Now, another big question about the K-14 as fitted in the D series P-47s: what particular model of the K-14 was fitted? I've seen the image of the K-14 as it was fitted in the N model (in the pilot training manual). Was this the same model used in the D series?

It looks like, from the drawings, the throttle was standardized by Republic in planes being produced from January 1945, and in the case of the D series, from D-35 onwards. My guess is that the new throttle grip that was a part of the K-14 targeting system was part of the field upgrade process that took place in the fall of 1944. It doesn't seem likely that, between August 1944 and January 1945, Republic would have used a different throttle grip design.
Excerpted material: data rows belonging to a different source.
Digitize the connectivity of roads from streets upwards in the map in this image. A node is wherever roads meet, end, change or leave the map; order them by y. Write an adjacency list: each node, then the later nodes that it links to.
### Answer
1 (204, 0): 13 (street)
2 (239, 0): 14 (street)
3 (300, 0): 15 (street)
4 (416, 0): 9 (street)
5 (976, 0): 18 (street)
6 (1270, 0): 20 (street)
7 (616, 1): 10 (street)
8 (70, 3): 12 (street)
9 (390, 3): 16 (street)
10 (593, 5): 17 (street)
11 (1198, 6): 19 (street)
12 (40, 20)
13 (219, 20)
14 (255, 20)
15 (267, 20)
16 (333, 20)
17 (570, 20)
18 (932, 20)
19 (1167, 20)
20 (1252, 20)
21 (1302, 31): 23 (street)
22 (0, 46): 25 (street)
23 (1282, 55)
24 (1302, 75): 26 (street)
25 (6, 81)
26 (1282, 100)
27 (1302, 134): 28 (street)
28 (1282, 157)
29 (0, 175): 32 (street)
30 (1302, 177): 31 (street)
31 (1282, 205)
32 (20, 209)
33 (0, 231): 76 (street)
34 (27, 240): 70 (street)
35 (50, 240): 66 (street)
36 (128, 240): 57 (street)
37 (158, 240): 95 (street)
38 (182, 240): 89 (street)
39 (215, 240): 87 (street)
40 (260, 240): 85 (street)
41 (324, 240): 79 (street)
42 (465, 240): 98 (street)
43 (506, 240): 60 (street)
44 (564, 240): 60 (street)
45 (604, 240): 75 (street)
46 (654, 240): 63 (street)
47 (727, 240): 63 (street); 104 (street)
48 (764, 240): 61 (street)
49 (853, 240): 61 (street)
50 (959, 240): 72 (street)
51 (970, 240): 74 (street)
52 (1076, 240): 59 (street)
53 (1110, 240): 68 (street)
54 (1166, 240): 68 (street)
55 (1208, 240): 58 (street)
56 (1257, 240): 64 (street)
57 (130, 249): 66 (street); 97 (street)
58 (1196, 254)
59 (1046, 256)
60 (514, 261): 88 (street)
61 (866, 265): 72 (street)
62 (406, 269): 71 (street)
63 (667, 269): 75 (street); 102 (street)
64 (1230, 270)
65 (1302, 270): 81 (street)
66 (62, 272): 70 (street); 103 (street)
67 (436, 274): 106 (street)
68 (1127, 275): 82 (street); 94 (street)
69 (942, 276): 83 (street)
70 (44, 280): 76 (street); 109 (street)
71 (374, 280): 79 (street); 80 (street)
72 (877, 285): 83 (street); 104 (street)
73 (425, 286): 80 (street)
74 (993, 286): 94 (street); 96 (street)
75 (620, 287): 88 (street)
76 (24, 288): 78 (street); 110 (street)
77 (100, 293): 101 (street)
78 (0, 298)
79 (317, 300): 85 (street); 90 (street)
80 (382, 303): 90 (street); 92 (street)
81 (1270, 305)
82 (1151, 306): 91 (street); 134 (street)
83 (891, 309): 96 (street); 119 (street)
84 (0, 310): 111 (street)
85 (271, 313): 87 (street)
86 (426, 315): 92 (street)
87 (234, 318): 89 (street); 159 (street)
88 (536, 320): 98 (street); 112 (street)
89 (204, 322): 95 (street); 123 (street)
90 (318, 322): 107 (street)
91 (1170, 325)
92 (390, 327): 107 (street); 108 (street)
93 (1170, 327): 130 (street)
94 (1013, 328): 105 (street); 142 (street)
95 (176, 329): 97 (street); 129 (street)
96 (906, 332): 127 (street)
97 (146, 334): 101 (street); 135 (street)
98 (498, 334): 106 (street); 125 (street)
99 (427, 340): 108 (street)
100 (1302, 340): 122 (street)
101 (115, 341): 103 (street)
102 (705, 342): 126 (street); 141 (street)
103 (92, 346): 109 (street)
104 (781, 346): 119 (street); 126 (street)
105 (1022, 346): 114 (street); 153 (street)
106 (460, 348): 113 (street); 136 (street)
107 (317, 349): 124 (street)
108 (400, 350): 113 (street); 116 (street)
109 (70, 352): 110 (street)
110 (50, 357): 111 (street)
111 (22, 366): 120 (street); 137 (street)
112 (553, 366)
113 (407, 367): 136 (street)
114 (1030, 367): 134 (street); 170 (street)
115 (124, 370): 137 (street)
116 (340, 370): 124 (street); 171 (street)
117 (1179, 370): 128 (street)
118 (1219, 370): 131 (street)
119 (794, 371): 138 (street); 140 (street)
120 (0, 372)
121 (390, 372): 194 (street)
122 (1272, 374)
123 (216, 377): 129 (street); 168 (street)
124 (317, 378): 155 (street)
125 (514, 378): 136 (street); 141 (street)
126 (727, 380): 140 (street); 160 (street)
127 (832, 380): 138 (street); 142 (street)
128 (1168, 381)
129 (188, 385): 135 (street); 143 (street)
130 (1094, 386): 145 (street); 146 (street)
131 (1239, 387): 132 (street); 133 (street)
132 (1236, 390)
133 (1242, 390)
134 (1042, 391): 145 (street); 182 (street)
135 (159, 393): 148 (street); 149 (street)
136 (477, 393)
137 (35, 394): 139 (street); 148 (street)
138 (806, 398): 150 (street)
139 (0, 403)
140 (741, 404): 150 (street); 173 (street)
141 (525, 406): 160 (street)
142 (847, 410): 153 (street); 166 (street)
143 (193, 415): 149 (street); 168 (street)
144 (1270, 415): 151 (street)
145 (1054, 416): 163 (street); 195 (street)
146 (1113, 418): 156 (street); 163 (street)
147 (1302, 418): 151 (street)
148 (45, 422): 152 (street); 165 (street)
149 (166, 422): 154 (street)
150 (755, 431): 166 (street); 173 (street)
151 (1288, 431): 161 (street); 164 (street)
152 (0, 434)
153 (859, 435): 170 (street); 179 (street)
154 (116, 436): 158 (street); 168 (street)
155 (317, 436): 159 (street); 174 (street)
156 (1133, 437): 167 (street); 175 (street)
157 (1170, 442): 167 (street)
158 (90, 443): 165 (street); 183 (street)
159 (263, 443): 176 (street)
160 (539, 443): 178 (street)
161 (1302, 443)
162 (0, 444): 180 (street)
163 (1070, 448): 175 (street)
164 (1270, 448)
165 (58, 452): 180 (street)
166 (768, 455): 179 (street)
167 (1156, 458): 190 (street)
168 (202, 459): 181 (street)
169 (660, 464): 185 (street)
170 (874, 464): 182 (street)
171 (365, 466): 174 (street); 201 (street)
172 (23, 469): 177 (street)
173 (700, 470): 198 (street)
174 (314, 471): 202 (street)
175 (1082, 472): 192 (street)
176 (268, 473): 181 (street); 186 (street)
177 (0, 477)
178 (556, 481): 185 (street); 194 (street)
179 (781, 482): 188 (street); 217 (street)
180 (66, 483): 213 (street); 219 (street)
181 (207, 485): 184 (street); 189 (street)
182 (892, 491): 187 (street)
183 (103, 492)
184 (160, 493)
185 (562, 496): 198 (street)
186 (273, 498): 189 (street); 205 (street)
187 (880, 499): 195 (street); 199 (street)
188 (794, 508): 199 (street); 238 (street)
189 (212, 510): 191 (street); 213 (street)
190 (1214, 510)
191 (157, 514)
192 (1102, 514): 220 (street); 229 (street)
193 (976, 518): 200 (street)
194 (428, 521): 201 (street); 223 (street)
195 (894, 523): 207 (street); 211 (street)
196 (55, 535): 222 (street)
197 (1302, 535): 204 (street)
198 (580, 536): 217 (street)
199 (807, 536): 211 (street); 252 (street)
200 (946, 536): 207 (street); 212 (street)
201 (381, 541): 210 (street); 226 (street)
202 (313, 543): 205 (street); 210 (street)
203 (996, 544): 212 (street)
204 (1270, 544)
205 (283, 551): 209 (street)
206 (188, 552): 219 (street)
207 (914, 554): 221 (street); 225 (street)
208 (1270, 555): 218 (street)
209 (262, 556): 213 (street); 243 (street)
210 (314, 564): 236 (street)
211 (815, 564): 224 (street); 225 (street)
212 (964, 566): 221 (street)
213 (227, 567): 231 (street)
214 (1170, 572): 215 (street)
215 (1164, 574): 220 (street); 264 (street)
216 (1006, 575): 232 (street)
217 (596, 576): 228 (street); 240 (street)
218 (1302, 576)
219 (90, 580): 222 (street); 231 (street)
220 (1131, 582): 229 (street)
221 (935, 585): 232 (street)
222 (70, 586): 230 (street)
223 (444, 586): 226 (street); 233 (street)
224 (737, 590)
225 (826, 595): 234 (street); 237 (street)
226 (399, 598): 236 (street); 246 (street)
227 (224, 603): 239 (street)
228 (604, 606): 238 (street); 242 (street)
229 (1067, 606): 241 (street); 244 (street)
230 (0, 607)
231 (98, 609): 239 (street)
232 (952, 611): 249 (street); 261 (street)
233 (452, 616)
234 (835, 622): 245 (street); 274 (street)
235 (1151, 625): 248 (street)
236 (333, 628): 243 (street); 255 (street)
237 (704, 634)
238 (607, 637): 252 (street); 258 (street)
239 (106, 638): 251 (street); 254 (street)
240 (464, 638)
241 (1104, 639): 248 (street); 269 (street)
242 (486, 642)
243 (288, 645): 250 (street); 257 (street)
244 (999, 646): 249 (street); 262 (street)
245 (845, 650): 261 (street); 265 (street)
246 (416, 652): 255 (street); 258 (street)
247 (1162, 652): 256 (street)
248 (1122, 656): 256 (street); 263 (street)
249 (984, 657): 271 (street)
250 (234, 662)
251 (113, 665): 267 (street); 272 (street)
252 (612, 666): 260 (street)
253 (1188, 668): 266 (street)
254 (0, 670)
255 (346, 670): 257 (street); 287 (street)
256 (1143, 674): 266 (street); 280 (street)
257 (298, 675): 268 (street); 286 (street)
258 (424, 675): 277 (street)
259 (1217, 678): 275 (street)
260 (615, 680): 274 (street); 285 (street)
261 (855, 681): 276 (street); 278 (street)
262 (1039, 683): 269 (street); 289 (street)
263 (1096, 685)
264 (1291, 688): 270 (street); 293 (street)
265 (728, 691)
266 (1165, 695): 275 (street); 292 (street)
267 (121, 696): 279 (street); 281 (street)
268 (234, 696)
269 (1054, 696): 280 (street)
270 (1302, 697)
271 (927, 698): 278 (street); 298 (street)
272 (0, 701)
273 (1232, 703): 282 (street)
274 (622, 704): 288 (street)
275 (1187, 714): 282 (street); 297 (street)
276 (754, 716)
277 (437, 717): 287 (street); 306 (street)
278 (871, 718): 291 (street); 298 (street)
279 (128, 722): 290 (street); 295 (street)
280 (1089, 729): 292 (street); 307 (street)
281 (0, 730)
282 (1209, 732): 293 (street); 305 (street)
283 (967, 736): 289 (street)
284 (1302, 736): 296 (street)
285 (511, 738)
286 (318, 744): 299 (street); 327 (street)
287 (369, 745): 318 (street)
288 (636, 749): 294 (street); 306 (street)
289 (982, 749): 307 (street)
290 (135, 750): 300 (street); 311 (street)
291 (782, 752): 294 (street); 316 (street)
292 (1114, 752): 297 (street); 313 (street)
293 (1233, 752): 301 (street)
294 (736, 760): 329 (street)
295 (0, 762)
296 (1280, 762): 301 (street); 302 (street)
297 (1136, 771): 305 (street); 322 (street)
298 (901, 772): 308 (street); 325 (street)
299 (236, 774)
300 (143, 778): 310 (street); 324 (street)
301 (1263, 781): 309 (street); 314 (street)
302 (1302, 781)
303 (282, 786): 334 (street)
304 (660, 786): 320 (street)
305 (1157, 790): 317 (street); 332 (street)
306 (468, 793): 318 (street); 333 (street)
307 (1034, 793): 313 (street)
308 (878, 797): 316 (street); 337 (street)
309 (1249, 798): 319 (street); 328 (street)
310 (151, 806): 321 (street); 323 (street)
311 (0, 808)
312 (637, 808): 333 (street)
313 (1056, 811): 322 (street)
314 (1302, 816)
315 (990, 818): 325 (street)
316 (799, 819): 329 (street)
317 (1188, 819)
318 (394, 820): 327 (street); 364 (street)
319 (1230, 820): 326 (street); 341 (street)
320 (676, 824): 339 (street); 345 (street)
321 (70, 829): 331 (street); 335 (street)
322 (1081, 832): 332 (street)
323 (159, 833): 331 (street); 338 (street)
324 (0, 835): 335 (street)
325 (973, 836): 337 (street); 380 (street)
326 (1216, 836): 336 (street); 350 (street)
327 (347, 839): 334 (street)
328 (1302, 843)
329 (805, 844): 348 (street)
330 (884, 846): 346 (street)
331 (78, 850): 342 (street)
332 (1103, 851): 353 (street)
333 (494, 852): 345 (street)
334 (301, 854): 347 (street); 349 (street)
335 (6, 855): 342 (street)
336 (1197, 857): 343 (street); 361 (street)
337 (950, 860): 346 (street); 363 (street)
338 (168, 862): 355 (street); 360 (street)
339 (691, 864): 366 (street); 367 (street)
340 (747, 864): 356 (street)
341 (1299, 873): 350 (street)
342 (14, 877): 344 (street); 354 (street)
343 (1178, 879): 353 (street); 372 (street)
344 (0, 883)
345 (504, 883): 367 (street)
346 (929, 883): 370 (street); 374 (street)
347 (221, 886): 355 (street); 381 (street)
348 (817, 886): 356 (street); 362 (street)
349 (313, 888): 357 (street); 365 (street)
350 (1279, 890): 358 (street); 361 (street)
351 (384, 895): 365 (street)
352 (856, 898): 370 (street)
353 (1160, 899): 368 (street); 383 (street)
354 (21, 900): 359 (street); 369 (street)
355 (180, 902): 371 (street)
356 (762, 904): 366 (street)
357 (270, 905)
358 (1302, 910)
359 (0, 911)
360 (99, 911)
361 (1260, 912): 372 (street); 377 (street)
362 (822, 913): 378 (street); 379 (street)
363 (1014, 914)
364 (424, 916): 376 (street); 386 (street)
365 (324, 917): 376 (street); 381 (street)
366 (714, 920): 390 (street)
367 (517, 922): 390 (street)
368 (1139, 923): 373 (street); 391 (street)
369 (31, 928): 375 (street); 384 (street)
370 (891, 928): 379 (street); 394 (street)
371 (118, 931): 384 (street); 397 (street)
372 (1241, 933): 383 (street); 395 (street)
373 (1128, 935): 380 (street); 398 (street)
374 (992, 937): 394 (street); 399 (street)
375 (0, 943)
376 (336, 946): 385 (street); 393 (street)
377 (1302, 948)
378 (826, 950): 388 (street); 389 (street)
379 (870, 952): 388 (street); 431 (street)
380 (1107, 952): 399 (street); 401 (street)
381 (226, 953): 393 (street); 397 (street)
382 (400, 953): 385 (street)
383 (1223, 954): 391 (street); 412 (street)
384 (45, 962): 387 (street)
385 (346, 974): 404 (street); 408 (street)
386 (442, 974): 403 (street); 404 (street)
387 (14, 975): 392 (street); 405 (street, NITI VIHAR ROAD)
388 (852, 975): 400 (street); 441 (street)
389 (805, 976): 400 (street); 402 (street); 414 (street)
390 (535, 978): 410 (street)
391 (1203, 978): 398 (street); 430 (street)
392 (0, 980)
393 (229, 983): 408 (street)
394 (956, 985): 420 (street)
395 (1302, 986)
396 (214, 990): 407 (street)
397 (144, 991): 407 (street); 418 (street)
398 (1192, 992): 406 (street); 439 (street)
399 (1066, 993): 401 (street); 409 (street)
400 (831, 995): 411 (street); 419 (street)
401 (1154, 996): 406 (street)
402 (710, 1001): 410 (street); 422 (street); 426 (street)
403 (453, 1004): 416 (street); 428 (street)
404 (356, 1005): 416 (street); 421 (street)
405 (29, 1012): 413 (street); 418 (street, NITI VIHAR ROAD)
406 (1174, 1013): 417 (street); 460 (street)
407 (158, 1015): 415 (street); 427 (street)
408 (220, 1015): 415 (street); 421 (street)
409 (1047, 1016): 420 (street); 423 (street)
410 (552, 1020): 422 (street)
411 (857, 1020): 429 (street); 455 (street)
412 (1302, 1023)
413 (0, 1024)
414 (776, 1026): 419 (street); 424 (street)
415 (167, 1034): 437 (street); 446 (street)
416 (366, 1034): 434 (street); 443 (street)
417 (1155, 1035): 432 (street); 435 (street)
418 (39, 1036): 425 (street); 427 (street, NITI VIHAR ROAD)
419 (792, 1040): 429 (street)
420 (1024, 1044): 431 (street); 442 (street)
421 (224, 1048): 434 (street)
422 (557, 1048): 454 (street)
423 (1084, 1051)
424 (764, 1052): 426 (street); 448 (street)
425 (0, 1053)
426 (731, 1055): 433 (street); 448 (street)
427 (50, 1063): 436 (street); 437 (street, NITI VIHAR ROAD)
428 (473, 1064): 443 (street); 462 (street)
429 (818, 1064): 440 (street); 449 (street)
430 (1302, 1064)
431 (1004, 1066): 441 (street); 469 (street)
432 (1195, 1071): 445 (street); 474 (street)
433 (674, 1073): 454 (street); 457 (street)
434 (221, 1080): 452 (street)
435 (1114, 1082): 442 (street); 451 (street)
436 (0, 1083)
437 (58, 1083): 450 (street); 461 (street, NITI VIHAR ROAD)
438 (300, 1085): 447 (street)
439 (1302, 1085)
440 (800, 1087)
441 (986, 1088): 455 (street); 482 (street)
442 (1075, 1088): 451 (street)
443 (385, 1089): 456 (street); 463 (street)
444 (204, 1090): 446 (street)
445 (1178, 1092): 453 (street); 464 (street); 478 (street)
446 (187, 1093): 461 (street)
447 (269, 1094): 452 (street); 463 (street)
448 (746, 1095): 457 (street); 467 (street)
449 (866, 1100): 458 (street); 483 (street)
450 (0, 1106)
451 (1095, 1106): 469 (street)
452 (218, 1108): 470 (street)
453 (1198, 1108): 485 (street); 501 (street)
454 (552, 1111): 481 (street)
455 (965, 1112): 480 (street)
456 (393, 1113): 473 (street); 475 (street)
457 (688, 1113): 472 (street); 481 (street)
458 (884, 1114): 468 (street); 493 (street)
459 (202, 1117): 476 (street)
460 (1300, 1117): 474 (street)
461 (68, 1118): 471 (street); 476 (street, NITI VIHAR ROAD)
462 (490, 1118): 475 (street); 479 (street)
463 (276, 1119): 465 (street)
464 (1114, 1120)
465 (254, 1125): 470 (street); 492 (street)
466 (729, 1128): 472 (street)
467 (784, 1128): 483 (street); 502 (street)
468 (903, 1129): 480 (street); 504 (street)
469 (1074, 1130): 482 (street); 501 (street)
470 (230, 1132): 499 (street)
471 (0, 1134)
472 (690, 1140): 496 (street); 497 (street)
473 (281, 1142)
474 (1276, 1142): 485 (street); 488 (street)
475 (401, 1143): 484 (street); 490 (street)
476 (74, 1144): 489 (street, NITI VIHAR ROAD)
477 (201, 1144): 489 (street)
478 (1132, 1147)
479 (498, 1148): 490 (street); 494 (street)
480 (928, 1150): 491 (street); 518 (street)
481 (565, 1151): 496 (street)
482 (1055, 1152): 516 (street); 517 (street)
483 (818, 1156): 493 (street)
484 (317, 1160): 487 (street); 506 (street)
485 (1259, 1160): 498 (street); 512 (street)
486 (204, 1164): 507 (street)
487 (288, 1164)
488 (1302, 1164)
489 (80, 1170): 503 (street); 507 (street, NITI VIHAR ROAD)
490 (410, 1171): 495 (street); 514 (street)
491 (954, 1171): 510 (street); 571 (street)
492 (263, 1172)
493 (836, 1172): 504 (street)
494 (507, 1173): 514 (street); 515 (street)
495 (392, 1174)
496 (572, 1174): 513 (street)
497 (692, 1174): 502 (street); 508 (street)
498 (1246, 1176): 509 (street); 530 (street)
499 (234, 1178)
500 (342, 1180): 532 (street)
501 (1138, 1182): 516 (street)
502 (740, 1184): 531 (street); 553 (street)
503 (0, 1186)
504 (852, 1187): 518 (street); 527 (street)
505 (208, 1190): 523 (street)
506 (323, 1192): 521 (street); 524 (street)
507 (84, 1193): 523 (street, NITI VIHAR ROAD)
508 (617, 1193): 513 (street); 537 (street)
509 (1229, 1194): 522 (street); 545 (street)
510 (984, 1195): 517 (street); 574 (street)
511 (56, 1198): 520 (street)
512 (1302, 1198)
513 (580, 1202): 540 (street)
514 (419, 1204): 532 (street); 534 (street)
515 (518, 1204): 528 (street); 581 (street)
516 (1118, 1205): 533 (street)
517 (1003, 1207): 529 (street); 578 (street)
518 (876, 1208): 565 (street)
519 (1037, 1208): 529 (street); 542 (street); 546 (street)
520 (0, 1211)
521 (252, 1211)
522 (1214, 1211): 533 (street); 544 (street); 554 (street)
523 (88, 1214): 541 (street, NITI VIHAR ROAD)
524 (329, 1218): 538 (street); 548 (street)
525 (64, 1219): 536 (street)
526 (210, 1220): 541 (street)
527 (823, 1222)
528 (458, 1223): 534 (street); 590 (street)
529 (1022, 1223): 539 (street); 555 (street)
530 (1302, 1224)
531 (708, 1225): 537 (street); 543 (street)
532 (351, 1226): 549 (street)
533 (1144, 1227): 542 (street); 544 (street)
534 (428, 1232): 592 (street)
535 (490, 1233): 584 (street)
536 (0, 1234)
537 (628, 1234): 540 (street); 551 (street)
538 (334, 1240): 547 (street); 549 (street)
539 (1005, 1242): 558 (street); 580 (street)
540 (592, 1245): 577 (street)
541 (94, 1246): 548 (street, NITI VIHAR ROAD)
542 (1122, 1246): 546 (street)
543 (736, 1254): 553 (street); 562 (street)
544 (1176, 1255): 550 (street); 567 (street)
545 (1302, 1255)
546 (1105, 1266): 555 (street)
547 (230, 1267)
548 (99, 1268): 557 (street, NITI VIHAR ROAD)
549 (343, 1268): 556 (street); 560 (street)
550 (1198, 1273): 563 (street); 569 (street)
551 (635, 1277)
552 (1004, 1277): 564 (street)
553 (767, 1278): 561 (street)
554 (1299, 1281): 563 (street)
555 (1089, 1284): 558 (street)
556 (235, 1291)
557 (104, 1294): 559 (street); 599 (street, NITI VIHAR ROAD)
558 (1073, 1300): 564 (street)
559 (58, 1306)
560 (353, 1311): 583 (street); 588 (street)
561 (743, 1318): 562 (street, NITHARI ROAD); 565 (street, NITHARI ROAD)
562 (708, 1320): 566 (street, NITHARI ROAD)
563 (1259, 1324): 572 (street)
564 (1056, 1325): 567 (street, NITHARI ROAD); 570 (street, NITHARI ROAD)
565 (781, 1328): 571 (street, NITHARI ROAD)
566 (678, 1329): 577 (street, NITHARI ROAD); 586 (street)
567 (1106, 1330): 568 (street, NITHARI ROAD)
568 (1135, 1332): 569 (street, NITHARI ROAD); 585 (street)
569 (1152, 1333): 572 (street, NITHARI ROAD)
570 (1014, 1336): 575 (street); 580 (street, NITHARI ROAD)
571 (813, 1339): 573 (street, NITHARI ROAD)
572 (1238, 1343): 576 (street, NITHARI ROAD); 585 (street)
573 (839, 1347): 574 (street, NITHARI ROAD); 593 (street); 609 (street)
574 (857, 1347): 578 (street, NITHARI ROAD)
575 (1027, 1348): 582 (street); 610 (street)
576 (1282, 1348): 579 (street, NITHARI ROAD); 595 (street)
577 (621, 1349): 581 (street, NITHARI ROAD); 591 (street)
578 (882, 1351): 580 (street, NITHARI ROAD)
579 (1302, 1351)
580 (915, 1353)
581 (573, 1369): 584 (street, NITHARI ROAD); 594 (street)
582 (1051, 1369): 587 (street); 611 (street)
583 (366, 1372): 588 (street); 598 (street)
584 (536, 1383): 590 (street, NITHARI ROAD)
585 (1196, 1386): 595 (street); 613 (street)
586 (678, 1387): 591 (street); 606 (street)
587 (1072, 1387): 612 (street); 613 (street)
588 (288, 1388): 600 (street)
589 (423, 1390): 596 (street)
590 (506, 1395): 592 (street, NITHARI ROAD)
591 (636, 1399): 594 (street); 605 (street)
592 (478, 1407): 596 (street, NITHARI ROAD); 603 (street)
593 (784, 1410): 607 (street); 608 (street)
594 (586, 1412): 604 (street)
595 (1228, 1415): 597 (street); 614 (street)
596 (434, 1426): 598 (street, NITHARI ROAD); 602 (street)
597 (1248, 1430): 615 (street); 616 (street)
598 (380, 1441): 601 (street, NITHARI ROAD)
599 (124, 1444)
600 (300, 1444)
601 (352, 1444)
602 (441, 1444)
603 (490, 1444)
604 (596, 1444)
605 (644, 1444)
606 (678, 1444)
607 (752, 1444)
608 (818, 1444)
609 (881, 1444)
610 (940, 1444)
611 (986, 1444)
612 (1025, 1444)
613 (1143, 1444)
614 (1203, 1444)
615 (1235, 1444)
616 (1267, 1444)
As for the throttle assembly in earlier models with water injection, I found this info in the pilot's notes in the November 20, 1943 edition. Of course, that does beg the question: when did Republic revert to the switch being on top of the throttle?


----------



## whstlngdeath (Nov 3, 2018)

A question I have is, what is the correlation between the engine water injection system and the aircraft's gunsight? Are they related just because of the K-14's throttle handle having the water injection switch mounted to it on certain models? Your original question still remains unanswered, which is , where was the water injection switch located in the cockpit before the introduction of the K-14 gunsight?


----------